> **What is expected**
Go over these records and count the lines with the string "NGÁCH" in them; the count is all that should be returned.

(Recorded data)
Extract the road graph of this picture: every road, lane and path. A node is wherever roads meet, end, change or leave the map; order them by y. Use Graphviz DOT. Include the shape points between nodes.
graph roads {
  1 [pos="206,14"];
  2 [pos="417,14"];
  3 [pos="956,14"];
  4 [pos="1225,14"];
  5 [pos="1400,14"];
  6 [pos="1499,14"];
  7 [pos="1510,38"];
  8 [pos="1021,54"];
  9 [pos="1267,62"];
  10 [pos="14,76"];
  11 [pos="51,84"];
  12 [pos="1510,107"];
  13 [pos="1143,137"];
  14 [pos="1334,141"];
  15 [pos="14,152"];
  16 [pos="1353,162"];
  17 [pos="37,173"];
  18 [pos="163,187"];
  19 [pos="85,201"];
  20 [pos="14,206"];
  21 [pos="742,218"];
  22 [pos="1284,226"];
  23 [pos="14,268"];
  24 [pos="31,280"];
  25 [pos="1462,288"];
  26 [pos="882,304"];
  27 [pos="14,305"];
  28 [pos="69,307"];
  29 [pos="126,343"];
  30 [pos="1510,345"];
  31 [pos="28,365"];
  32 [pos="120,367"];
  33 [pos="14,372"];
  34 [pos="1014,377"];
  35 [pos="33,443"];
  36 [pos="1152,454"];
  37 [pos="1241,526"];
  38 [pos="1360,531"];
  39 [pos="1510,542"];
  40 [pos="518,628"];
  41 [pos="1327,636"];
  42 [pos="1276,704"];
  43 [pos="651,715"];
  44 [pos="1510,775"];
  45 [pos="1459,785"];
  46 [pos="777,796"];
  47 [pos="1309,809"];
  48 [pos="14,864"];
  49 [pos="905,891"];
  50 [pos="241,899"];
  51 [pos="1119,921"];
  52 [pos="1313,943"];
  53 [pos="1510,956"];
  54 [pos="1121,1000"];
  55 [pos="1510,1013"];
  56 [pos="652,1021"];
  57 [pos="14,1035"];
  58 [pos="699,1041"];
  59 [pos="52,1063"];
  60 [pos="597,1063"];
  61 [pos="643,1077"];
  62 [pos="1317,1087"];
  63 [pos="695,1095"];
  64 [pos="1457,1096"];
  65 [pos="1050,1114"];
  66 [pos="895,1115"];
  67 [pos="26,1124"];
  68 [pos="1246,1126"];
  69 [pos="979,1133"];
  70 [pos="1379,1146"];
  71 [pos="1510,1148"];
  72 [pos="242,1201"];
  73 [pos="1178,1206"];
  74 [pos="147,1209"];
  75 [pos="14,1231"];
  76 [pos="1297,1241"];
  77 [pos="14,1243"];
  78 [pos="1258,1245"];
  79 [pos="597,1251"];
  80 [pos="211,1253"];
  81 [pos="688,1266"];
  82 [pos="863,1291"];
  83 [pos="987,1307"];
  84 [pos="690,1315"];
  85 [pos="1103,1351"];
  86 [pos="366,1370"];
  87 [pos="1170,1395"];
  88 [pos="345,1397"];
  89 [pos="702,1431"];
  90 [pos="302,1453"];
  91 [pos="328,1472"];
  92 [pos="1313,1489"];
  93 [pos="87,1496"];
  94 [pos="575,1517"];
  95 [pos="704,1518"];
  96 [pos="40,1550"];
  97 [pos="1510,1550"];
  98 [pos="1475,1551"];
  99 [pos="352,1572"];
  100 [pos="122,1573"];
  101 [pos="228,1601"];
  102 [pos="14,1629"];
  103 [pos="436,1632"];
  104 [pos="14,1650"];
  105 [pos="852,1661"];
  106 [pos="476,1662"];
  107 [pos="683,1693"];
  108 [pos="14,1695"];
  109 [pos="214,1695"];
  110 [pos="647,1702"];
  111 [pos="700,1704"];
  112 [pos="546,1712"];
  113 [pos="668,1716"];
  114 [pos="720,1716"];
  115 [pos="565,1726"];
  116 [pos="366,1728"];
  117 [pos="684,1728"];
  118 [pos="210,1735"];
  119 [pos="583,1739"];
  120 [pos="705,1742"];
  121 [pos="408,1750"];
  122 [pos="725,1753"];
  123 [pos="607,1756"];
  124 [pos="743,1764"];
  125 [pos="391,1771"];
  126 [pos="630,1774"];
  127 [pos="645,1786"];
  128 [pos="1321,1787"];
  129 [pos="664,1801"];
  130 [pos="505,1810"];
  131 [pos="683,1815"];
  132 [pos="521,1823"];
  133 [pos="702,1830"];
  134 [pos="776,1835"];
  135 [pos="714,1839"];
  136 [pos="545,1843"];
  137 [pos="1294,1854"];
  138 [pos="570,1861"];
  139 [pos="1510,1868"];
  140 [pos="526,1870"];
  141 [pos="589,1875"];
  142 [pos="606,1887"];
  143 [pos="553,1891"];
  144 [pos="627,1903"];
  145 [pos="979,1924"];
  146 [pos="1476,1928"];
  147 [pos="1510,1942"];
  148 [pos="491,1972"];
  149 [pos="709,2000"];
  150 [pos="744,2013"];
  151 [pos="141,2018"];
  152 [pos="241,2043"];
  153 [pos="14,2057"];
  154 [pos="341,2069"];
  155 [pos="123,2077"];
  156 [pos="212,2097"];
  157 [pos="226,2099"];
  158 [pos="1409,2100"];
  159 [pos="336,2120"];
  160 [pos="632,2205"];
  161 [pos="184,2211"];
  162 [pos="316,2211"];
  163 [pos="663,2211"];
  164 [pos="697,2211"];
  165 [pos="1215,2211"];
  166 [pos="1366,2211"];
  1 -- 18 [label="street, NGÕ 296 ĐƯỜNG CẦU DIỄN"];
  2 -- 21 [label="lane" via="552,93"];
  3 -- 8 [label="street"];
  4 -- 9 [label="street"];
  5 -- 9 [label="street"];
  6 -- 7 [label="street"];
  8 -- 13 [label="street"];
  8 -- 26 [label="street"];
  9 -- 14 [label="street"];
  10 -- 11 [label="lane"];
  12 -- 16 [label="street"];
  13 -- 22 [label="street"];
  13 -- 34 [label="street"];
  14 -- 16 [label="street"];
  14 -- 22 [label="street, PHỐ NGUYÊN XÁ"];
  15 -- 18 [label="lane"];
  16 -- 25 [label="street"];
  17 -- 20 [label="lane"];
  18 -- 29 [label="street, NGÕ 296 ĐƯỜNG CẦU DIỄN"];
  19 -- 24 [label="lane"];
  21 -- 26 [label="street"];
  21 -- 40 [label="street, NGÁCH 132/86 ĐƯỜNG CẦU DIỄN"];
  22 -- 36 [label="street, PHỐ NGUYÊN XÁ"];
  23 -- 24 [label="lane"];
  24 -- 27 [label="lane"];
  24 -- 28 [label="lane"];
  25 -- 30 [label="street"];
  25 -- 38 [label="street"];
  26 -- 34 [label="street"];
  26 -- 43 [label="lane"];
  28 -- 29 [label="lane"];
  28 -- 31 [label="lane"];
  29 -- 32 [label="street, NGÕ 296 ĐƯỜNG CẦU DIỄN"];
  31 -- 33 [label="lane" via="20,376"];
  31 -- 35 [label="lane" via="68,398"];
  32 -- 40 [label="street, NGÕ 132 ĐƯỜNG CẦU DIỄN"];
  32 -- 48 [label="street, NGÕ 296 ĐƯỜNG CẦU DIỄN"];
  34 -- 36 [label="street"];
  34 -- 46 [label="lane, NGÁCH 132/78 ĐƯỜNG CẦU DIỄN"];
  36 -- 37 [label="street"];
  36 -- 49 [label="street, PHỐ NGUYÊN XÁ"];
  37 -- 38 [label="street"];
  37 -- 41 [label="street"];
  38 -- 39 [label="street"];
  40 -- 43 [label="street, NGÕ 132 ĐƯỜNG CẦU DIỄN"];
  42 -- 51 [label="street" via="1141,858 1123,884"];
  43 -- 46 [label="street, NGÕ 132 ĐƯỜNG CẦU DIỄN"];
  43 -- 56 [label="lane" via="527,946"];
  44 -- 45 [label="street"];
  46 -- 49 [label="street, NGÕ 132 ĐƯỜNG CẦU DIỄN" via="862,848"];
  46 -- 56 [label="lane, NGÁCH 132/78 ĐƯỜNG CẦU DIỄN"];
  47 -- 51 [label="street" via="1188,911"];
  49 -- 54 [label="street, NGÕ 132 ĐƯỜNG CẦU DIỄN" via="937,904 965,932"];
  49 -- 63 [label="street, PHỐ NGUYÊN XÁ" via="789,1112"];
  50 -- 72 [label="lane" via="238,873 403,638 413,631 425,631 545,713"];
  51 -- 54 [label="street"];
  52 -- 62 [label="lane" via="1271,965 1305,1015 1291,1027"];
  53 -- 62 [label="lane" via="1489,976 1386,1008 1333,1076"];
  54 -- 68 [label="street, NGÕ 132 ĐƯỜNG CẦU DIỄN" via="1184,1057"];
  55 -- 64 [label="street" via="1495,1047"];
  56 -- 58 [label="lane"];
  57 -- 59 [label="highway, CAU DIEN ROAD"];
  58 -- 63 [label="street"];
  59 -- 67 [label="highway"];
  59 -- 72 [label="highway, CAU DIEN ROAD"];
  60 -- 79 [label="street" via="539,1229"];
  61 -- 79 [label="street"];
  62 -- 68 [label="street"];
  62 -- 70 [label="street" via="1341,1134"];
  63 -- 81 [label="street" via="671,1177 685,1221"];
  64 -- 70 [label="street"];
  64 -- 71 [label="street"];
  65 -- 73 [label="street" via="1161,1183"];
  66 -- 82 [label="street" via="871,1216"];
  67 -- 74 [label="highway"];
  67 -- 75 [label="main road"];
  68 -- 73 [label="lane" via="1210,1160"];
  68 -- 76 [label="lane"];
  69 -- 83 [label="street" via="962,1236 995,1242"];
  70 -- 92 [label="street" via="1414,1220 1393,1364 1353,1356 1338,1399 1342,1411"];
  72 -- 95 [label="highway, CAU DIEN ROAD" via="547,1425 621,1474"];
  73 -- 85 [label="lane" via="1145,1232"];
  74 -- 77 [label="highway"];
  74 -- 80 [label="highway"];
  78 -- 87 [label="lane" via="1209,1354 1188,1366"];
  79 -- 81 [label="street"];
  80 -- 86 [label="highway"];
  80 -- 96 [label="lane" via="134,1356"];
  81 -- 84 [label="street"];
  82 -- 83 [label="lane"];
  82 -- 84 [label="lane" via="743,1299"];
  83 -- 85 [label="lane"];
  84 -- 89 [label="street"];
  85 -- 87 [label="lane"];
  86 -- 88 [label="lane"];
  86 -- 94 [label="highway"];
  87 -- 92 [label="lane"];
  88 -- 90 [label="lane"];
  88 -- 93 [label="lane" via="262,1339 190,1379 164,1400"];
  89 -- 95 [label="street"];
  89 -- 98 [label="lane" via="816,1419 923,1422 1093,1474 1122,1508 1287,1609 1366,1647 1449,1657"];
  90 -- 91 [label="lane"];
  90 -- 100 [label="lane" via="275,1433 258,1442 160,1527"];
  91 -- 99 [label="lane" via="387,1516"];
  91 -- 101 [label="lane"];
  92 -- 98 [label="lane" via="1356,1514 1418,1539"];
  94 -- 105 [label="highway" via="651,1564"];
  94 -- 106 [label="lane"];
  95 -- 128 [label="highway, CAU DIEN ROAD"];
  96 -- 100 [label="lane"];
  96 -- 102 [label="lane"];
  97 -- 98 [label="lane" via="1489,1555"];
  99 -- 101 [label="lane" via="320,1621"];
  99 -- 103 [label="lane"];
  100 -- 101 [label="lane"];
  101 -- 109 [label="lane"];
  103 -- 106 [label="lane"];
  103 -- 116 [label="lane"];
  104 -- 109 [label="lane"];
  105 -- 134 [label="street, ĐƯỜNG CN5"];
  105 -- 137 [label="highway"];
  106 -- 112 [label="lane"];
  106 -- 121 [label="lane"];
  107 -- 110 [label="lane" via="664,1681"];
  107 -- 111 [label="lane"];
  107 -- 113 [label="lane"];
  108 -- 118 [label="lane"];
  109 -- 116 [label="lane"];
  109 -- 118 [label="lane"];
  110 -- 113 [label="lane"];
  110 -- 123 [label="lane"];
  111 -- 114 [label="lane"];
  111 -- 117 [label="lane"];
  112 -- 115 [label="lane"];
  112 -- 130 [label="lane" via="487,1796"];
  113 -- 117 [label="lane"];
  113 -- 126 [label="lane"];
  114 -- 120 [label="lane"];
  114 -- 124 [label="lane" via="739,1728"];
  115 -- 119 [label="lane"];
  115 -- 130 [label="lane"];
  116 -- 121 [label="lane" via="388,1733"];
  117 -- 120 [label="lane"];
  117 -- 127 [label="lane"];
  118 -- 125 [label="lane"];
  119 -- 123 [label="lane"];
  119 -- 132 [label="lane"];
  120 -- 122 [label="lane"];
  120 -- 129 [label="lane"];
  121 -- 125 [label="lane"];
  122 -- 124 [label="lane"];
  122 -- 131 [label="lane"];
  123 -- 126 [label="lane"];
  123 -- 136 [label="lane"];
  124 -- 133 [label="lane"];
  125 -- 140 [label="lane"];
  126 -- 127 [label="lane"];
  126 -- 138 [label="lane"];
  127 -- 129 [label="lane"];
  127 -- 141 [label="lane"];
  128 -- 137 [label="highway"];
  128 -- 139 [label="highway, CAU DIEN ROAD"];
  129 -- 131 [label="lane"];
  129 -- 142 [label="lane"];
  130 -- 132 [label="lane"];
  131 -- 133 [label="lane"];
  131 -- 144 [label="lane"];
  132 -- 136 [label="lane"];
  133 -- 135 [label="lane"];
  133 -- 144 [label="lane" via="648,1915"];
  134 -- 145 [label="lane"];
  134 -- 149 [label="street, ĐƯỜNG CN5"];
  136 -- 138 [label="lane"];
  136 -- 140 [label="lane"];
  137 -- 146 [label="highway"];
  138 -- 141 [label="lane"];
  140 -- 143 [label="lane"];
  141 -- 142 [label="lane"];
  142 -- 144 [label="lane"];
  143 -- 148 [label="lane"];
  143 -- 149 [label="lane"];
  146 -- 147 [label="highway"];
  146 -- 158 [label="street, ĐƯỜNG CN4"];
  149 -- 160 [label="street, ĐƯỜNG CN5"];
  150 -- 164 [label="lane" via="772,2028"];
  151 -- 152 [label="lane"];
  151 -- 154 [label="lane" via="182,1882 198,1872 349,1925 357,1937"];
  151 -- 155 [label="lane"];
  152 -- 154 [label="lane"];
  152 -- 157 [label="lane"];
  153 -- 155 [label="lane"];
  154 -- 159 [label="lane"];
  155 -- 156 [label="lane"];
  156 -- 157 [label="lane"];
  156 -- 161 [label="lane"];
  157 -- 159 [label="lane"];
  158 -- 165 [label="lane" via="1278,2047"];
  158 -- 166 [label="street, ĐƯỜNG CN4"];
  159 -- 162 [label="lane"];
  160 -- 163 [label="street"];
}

> **Response to this exercise**
3